▸ **About this exercise**
For every record that follows, transcribe the text exactly and leave any image out.

▸ **Data**
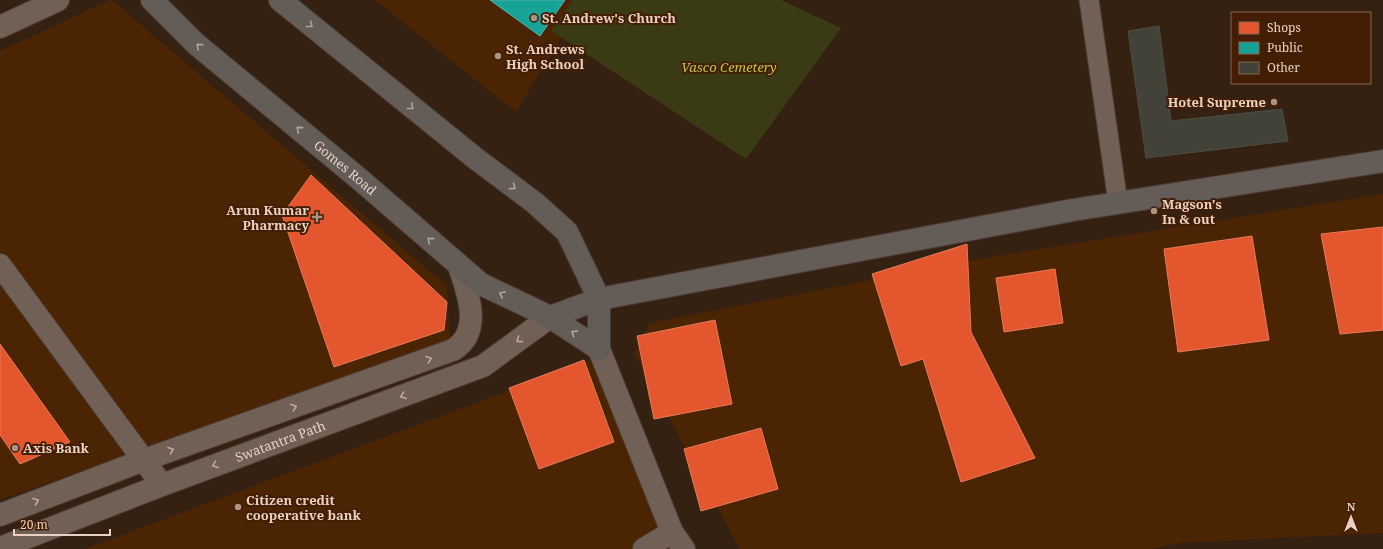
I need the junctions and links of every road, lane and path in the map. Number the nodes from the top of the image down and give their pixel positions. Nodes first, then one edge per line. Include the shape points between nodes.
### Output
1 (58, 0) edge
2 (152, 0) edge
3 (280, 0) edge
4 (1089, 0) edge
5 (0, 27) edge
6 (1383, 162) edge
7 (1118, 203) junction
8 (0, 265) edge
9 (459, 266) junction
10 (599, 299) junction
11 (550, 317) junction
12 (599, 349) junction
13 (144, 460) junction
14 (162, 485) junction
15 (0, 515) edge
16 (678, 541) edge
17 (0, 548) edge
18 (644, 549) edge

1 - 5 street
9 -> 2 main road, Gomes Road via 357,177 196,44
3 -> 10 main road via 567,232
4 - 7 lane
6 - 7 main road
7 - 10 main road
8 - 13 street
11 -> 9 main road, Gomes Road via 481,284
13 -> 9 street, Swatantra Path via 453,350 464,342 471,320 467,288
10 - 11 main road
10 - 12 main road
12 -> 11 main road, Gomes Road
11 -> 14 street, Swatantra Path via 483,366
12 - 16 street
13 - 14 street
15 -> 13 street, Swatantra Path
14 - 17 street, Swatantra Path
16 - 18 street

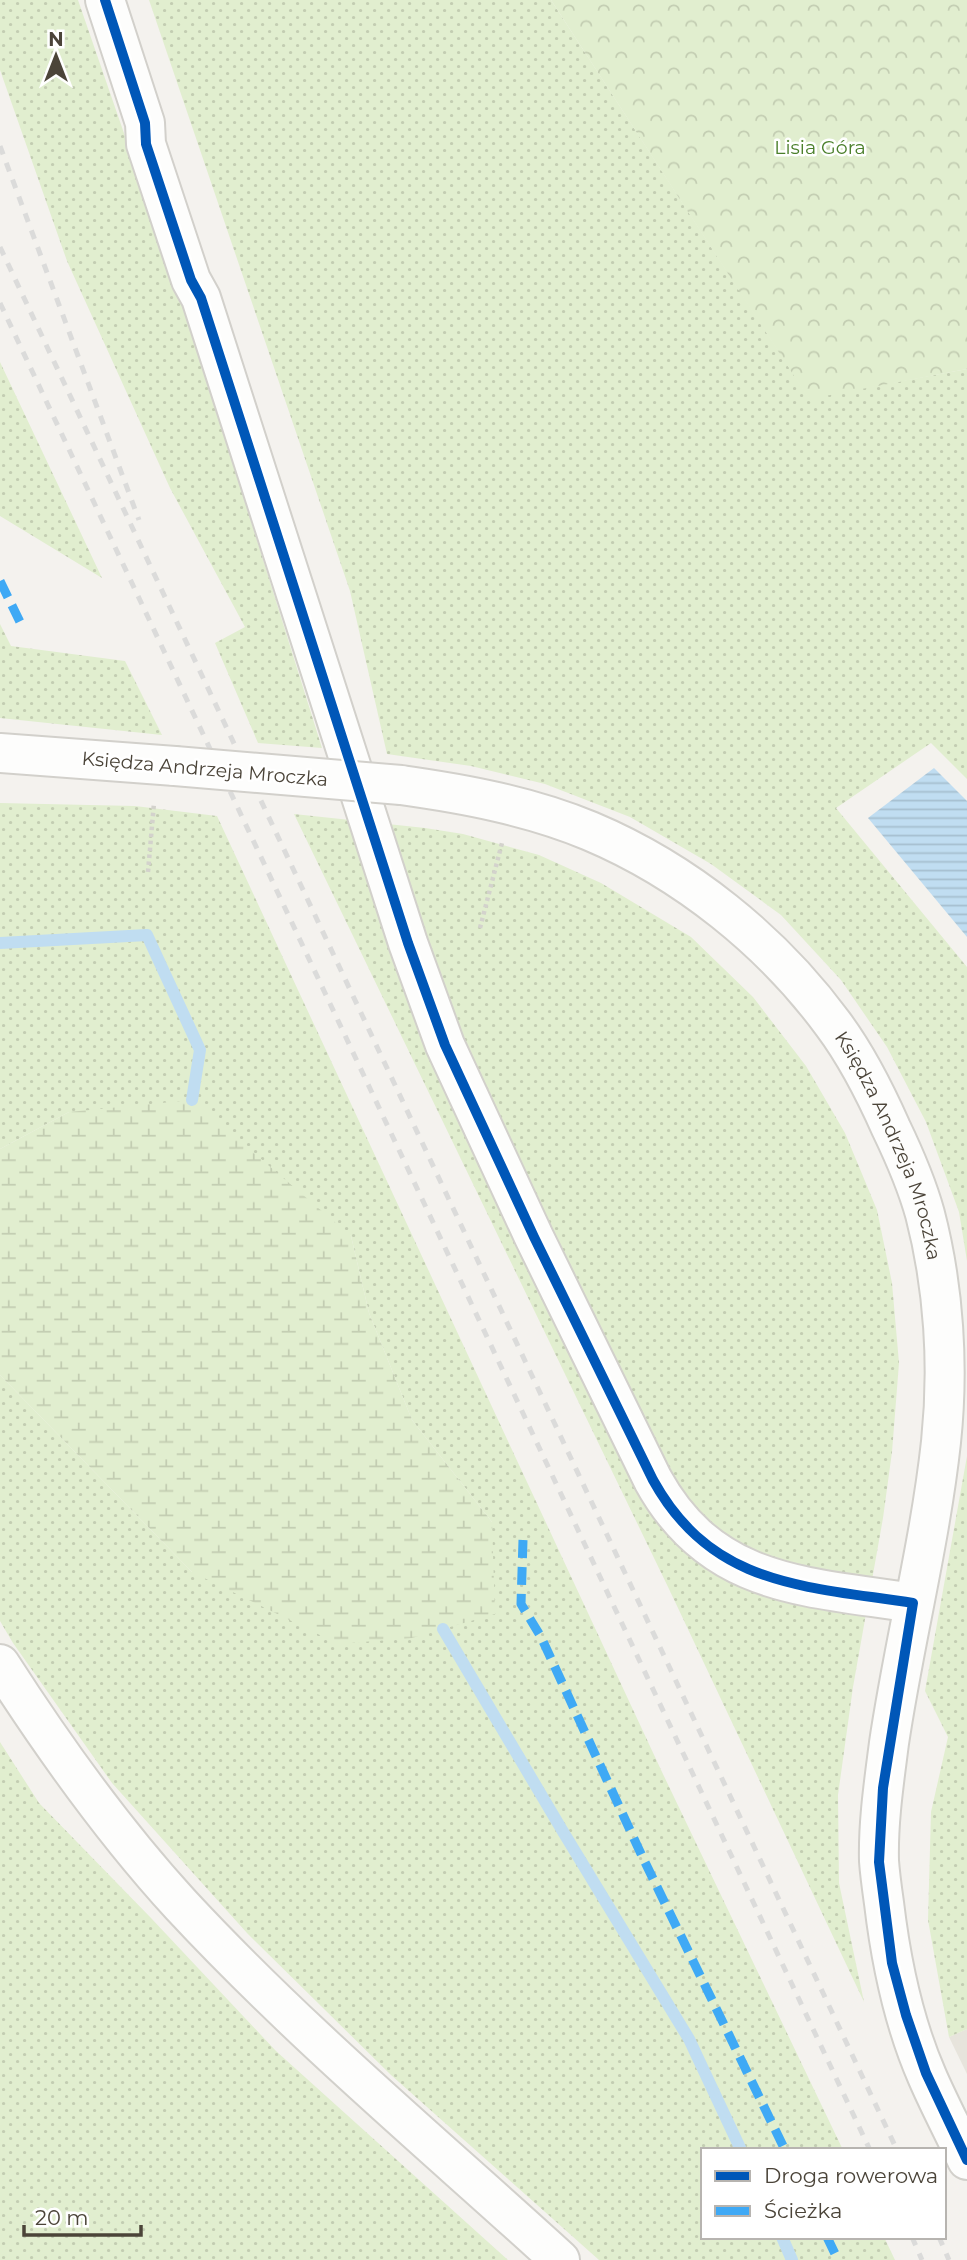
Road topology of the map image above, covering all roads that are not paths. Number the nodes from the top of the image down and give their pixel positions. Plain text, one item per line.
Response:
1 (105, 0) edge
2 (0, 754) edge
3 (913, 1603) junction
4 (0, 1664) edge
5 (967, 2160) edge
6 (560, 2260) edge

1 - 3 street
2 - 3 street, Księdza Andrzeja Mroczka, bridge
3 - 5 street, Księdza Andrzeja Mroczka
4 - 6 street

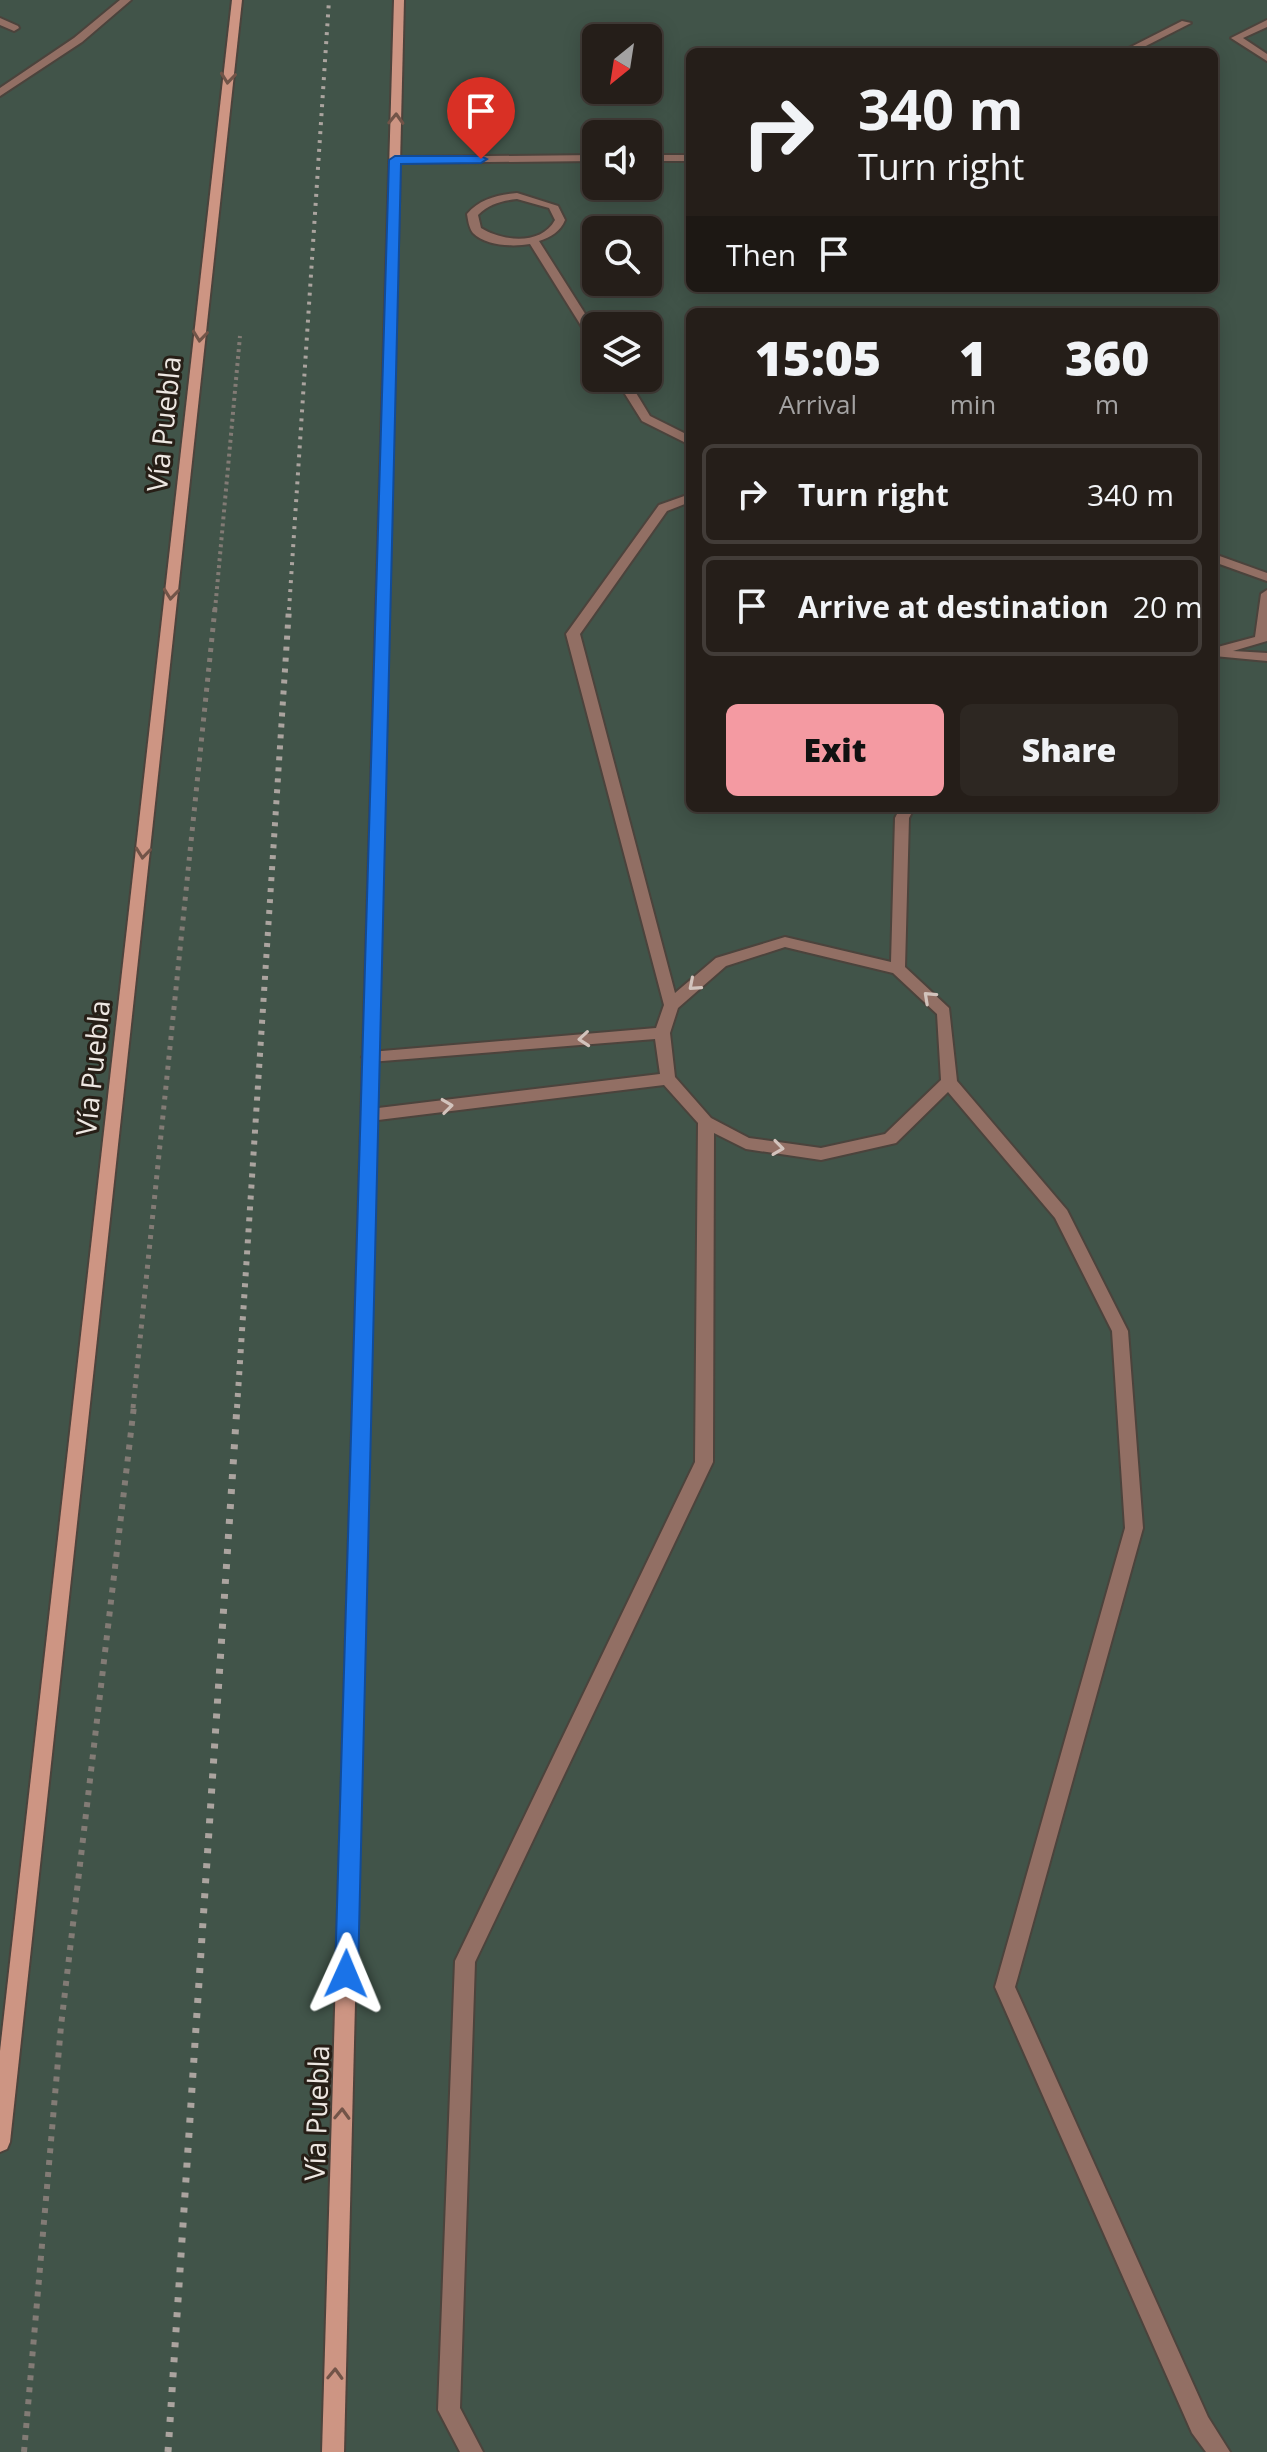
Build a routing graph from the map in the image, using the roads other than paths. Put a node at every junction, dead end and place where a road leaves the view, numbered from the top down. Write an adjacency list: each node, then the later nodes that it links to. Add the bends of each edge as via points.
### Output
1 (126, 0): 10 (street)
2 (237, 0): 36 (main road, Vía Puebla, one-way to 36)
3 (399, 0): 14 (main road, Vía Puebla, one-way to 3)
4 (0, 21): 7 (street)
5 (1186, 23): 8 (street)
6 (1267, 23): 9 (street, via 1236,38)
7 (14, 28)
8 (1134, 48)
9 (1267, 58)
10 (0, 93)
11 (582, 158): 14 (street)
12 (662, 158): 13 (street)
13 (686, 158)
14 (395, 160): 31 (main road, Vía Puebla)
15 (533, 240): 15 (street, via 550,234 560,220 544,201 502,197 472,214 476,230 484,236); 16 (street)
16 (582, 318)
17 (630, 392): 18 (street, via 646,418)
18 (686, 439)
19 (686, 499): 29 (street, via 663,508 573,634)
20 (1218, 560): 21 (street)
21 (1246, 570): 22 (street); 23 (street)
22 (1267, 577)
23 (1267, 592): 24 (street, via 1261,640)
24 (1218, 652)
25 (1218, 653): 26 (street)
26 (1267, 657)
27 (905, 812): 28 (street)
28 (898, 969): 29 (street, one-way to 29, via 785,942 721,962); 33 (street, one-way to 28, via 944,1012)
29 (671, 1005): 30 (street)
30 (662, 1033): 31 (street, one-way to 31); 32 (street)
31 (370, 1057): 34 (main road, Vía Puebla)
32 (668, 1079): 34 (street, one-way to 32); 35 (street)
33 (949, 1082): 35 (street, one-way to 33, via 746,1143 821,1154 890,1139); 37 (street, via 1061,1214 1120,1331 1134,1528 1005,1987)
34 (370, 1115): 38 (main road, Vía Puebla, one-way to 34)
35 (706, 1122): 39 (street, via 704,1462 465,1961 449,2410)
36 (0, 2142)
37 (1200, 2425): 40 (street); 41 (street)
38 (333, 2452)
39 (472, 2452)
40 (1203, 2452)
41 (1219, 2452)

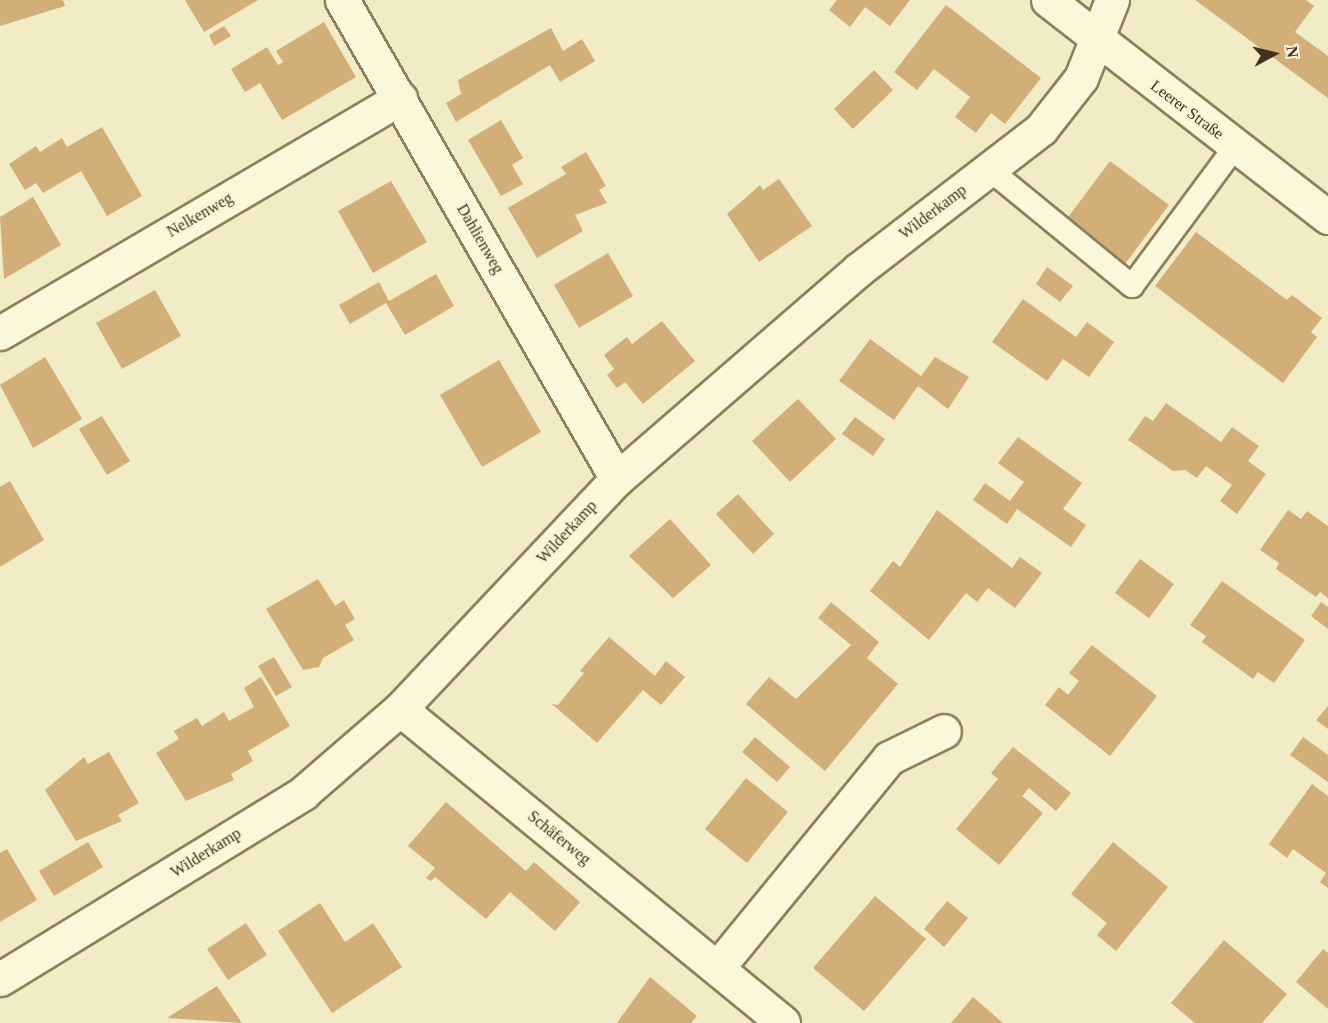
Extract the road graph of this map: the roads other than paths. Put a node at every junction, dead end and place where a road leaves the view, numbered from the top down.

▸ **Reply to the exercise**
I need the junctions and links of every road, lane and path in the map. Number the nodes from the top of the image down and give their pixel positions. Nodes first, then one edge per line. Include the shape points between nodes.
### Output
1 (58, 0) edge
2 (152, 0) edge
3 (280, 0) edge
4 (1089, 0) edge
5 (0, 27) edge
6 (1383, 162) edge
7 (1118, 203) junction
8 (0, 265) edge
9 (459, 266) junction
10 (599, 299) junction
11 (550, 317) junction
12 (599, 349) junction
13 (144, 460) junction
14 (162, 485) junction
15 (0, 515) edge
16 (678, 541) edge
17 (0, 548) edge
18 (644, 549) edge

1 - 5 street
9 -> 2 main road, Gomes Road via 357,177 196,44
3 -> 10 main road via 567,232
4 - 7 lane
6 - 7 main road
7 - 10 main road
8 - 13 street
11 -> 9 main road, Gomes Road via 481,284
13 -> 9 street, Swatantra Path via 453,350 464,342 471,320 467,288
10 - 11 main road
10 - 12 main road
12 -> 11 main road, Gomes Road
11 -> 14 street, Swatantra Path via 483,366
12 - 16 street
13 - 14 street
15 -> 13 street, Swatantra Path
14 - 17 street, Swatantra Path
16 - 18 street

Road topology of the map image above, covering all roads that are not paths. Number the nodes from the top of the image down and give their pixel positions. Plain text, one item per line.
Response:
1 (105, 0) edge
2 (0, 754) edge
3 (913, 1603) junction
4 (0, 1664) edge
5 (967, 2160) edge
6 (560, 2260) edge

1 - 3 street
2 - 3 street, Księdza Andrzeja Mroczka, bridge
3 - 5 street, Księdza Andrzeja Mroczka
4 - 6 street

Build a routing graph from the map in the image, using the roads other than paths. Put a node at every junction, dead end and place where a road leaves the view, numbered from the top down. Write an adjacency list: each node, then the later nodes that it links to. Add the bends of each edge as via points.
### Output
1 (126, 0): 10 (street)
2 (237, 0): 36 (main road, Vía Puebla, one-way to 36)
3 (399, 0): 14 (main road, Vía Puebla, one-way to 3)
4 (0, 21): 7 (street)
5 (1186, 23): 8 (street)
6 (1267, 23): 9 (street, via 1236,38)
7 (14, 28)
8 (1134, 48)
9 (1267, 58)
10 (0, 93)
11 (582, 158): 14 (street)
12 (662, 158): 13 (street)
13 (686, 158)
14 (395, 160): 31 (main road, Vía Puebla)
15 (533, 240): 15 (street, via 550,234 560,220 544,201 502,197 472,214 476,230 484,236); 16 (street)
16 (582, 318)
17 (630, 392): 18 (street, via 646,418)
18 (686, 439)
19 (686, 499): 29 (street, via 663,508 573,634)
20 (1218, 560): 21 (street)
21 (1246, 570): 22 (street); 23 (street)
22 (1267, 577)
23 (1267, 592): 24 (street, via 1261,640)
24 (1218, 652)
25 (1218, 653): 26 (street)
26 (1267, 657)
27 (905, 812): 28 (street)
28 (898, 969): 29 (street, one-way to 29, via 785,942 721,962); 33 (street, one-way to 28, via 944,1012)
29 (671, 1005): 30 (street)
30 (662, 1033): 31 (street, one-way to 31); 32 (street)
31 (370, 1057): 34 (main road, Vía Puebla)
32 (668, 1079): 34 (street, one-way to 32); 35 (street)
33 (949, 1082): 35 (street, one-way to 33, via 746,1143 821,1154 890,1139); 37 (street, via 1061,1214 1120,1331 1134,1528 1005,1987)
34 (370, 1115): 38 (main road, Vía Puebla, one-way to 34)
35 (706, 1122): 39 (street, via 704,1462 465,1961 449,2410)
36 (0, 2142)
37 (1200, 2425): 40 (street); 41 (street)
38 (333, 2452)
39 (472, 2452)
40 (1203, 2452)
41 (1219, 2452)

Extract the road graph of this map: the roads other than paths. Put a node at every junction, dead end and place where a road leaves the view, numbered from the top down.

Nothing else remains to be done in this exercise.